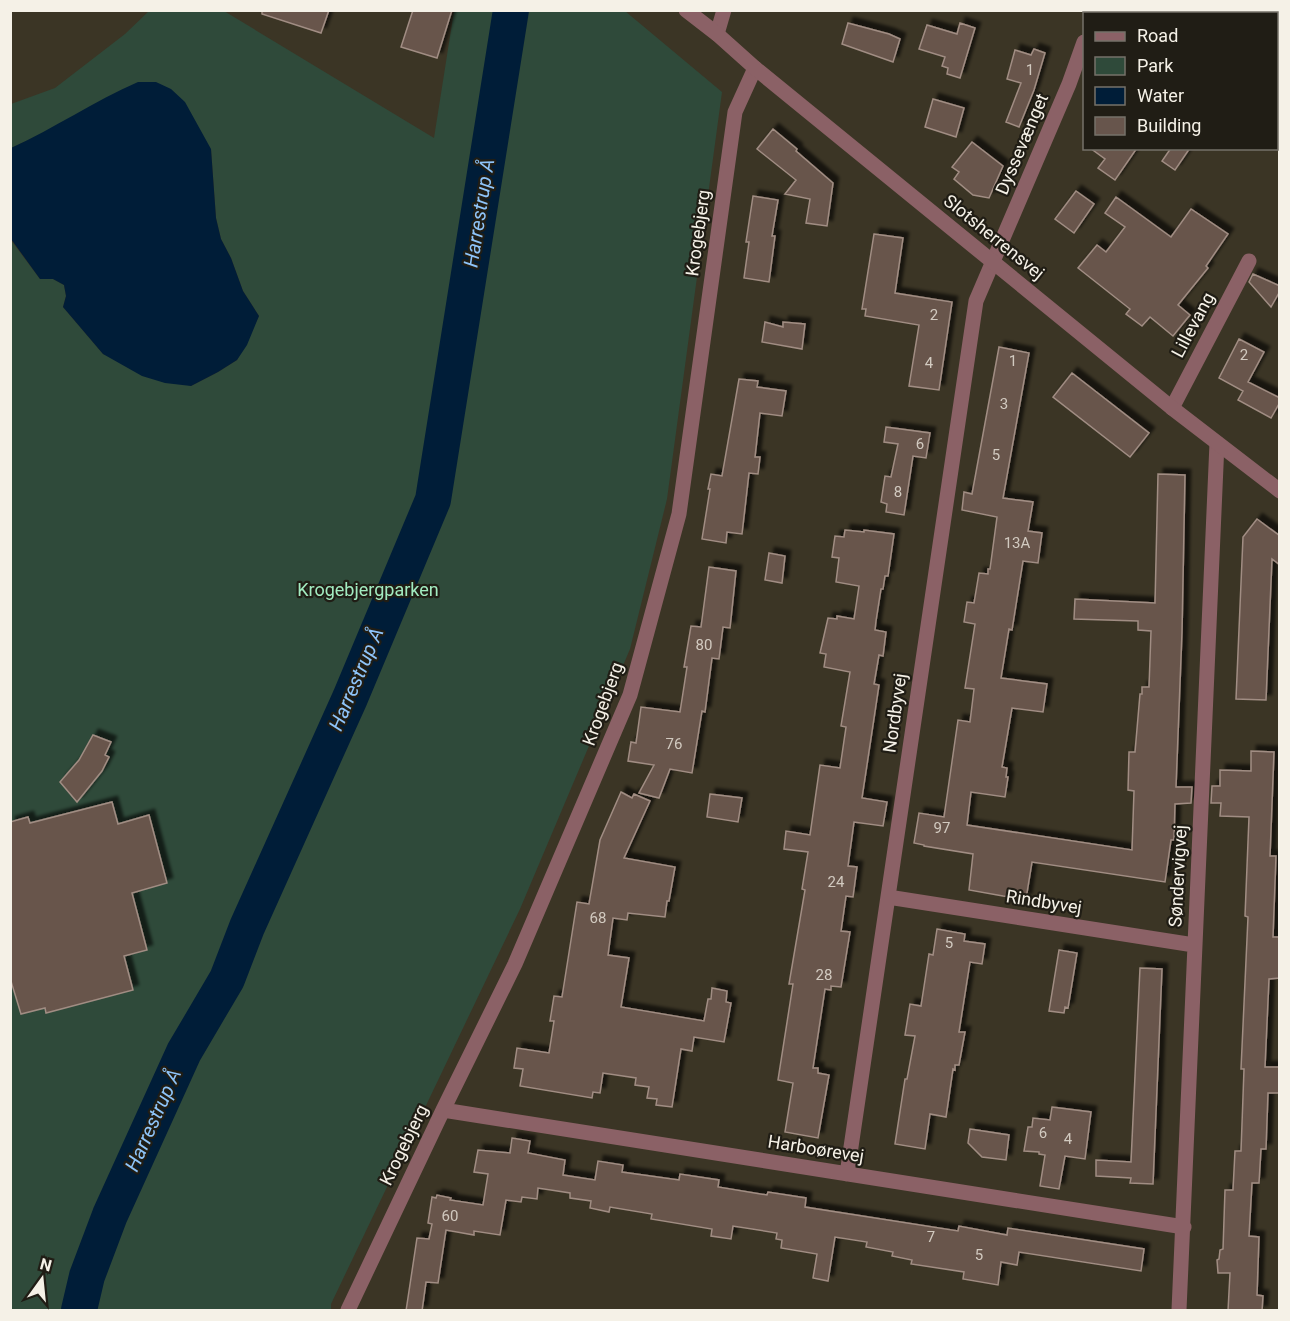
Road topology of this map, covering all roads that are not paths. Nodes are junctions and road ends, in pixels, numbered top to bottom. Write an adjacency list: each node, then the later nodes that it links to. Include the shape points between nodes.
1 (686, 10): 3 (street, Slotsherrensvej)
2 (724, 10): 3 (street)
3 (717, 34): 5 (street, Slotsherrensvej)
4 (1083, 45): 6 (street, Dyssevænget)
5 (755, 68): 6 (street, Slotsherrensvej); 13 (street, Krogebjerg, via 735,112 679,514 630,695 515,964)
6 (992, 261): 8 (street, Slotsherrensvej); 11 (street, Nordbyvej, via 976,301)
7 (1249, 261): 8 (street, Lillevang)
8 (1172, 408): 9 (street, Slotsherrensvej)
9 (1217, 443): 10 (street, Slotsherrensvej); 12 (street, Søndervigvej)
10 (1280, 491)
11 (888, 897): 12 (street, Rindbyvej); 14 (street, Nordbyvej)
12 (1194, 945): 15 (street, Søndervigvej)
13 (443, 1110): 14 (street, Harboørevej); 16 (street, Krogebjerg)
14 (847, 1174): 15 (street, Harboørevej)
15 (1184, 1227): 17 (street, Søndervigvej)
16 (348, 1311)
17 (1179, 1311)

**INSTRUCTIONS TO FOLLOW:**
Copy the records above exactly, omitting every picture.

**THE ANSWER:**
Road topology of this map, covering all roads that are not paths. Nodes are junctions and road ends, in pixels, numbered top to bottom. Write an adjacency list: each node, then the later nodes that it links to. Include the shape points between nodes.
1 (686, 10): 3 (street, Slotsherrensvej)
2 (724, 10): 3 (street)
3 (717, 34): 5 (street, Slotsherrensvej)
4 (1083, 45): 6 (street, Dyssevænget)
5 (755, 68): 6 (street, Slotsherrensvej); 13 (street, Krogebjerg, via 735,112 679,514 630,695 515,964)
6 (992, 261): 8 (street, Slotsherrensvej); 11 (street, Nordbyvej, via 976,301)
7 (1249, 261): 8 (street, Lillevang)
8 (1172, 408): 9 (street, Slotsherrensvej)
9 (1217, 443): 10 (street, Slotsherrensvej); 12 (street, Søndervigvej)
10 (1280, 491)
11 (888, 897): 12 (street, Rindbyvej); 14 (street, Nordbyvej)
12 (1194, 945): 15 (street, Søndervigvej)
13 (443, 1110): 14 (street, Harboørevej); 16 (street, Krogebjerg)
14 (847, 1174): 15 (street, Harboørevej)
15 (1184, 1227): 17 (street, Søndervigvej)
16 (348, 1311)
17 (1179, 1311)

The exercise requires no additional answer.